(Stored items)
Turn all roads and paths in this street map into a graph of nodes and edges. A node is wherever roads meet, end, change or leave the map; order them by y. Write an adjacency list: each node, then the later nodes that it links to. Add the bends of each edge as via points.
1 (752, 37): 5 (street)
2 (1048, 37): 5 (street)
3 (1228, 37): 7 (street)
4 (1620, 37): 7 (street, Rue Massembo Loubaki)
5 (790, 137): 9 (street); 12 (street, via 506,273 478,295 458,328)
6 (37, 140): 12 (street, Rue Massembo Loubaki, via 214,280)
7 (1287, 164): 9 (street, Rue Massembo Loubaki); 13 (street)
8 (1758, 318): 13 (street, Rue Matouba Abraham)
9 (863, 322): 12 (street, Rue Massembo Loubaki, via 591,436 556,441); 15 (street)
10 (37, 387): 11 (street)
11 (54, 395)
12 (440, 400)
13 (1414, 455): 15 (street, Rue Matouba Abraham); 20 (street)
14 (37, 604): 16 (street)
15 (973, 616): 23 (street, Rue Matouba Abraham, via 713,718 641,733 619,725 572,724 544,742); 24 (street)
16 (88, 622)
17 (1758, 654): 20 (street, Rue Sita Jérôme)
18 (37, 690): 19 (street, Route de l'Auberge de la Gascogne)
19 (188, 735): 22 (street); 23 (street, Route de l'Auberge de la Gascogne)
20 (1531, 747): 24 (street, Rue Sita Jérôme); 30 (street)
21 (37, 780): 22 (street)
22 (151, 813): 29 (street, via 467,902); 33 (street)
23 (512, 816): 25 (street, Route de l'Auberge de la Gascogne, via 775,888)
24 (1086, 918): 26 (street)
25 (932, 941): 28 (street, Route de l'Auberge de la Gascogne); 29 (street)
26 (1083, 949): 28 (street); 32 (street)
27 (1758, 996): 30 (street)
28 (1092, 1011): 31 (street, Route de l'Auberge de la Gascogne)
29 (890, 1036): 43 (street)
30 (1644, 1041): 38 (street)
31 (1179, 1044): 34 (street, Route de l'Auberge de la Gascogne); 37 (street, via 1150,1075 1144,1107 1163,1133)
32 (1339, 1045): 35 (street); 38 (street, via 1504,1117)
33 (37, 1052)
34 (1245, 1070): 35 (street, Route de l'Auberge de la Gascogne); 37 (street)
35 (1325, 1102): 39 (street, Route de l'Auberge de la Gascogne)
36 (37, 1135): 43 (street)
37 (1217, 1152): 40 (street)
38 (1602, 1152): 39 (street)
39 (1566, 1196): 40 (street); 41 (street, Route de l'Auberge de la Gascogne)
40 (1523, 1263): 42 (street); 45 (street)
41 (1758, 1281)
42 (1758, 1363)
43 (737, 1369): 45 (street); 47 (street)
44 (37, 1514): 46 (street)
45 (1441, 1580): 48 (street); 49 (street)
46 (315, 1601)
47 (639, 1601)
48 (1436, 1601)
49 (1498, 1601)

__Exercise requirements__
Output the records above precisely.

__Written response__
Turn all roads and paths in this street map into a graph of nodes and edges. A node is wherever roads meet, end, change or leave the map; order them by y. Write an adjacency list: each node, then the later nodes that it links to. Add the bends of each edge as via points.
1 (752, 37): 5 (street)
2 (1048, 37): 5 (street)
3 (1228, 37): 7 (street)
4 (1620, 37): 7 (street, Rue Massembo Loubaki)
5 (790, 137): 9 (street); 12 (street, via 506,273 478,295 458,328)
6 (37, 140): 12 (street, Rue Massembo Loubaki, via 214,280)
7 (1287, 164): 9 (street, Rue Massembo Loubaki); 13 (street)
8 (1758, 318): 13 (street, Rue Matouba Abraham)
9 (863, 322): 12 (street, Rue Massembo Loubaki, via 591,436 556,441); 15 (street)
10 (37, 387): 11 (street)
11 (54, 395)
12 (440, 400)
13 (1414, 455): 15 (street, Rue Matouba Abraham); 20 (street)
14 (37, 604): 16 (street)
15 (973, 616): 23 (street, Rue Matouba Abraham, via 713,718 641,733 619,725 572,724 544,742); 24 (street)
16 (88, 622)
17 (1758, 654): 20 (street, Rue Sita Jérôme)
18 (37, 690): 19 (street, Route de l'Auberge de la Gascogne)
19 (188, 735): 22 (street); 23 (street, Route de l'Auberge de la Gascogne)
20 (1531, 747): 24 (street, Rue Sita Jérôme); 30 (street)
21 (37, 780): 22 (street)
22 (151, 813): 29 (street, via 467,902); 33 (street)
23 (512, 816): 25 (street, Route de l'Auberge de la Gascogne, via 775,888)
24 (1086, 918): 26 (street)
25 (932, 941): 28 (street, Route de l'Auberge de la Gascogne); 29 (street)
26 (1083, 949): 28 (street); 32 (street)
27 (1758, 996): 30 (street)
28 (1092, 1011): 31 (street, Route de l'Auberge de la Gascogne)
29 (890, 1036): 43 (street)
30 (1644, 1041): 38 (street)
31 (1179, 1044): 34 (street, Route de l'Auberge de la Gascogne); 37 (street, via 1150,1075 1144,1107 1163,1133)
32 (1339, 1045): 35 (street); 38 (street, via 1504,1117)
33 (37, 1052)
34 (1245, 1070): 35 (street, Route de l'Auberge de la Gascogne); 37 (street)
35 (1325, 1102): 39 (street, Route de l'Auberge de la Gascogne)
36 (37, 1135): 43 (street)
37 (1217, 1152): 40 (street)
38 (1602, 1152): 39 (street)
39 (1566, 1196): 40 (street); 41 (street, Route de l'Auberge de la Gascogne)
40 (1523, 1263): 42 (street); 45 (street)
41 (1758, 1281)
42 (1758, 1363)
43 (737, 1369): 45 (street); 47 (street)
44 (37, 1514): 46 (street)
45 (1441, 1580): 48 (street); 49 (street)
46 (315, 1601)
47 (639, 1601)
48 (1436, 1601)
49 (1498, 1601)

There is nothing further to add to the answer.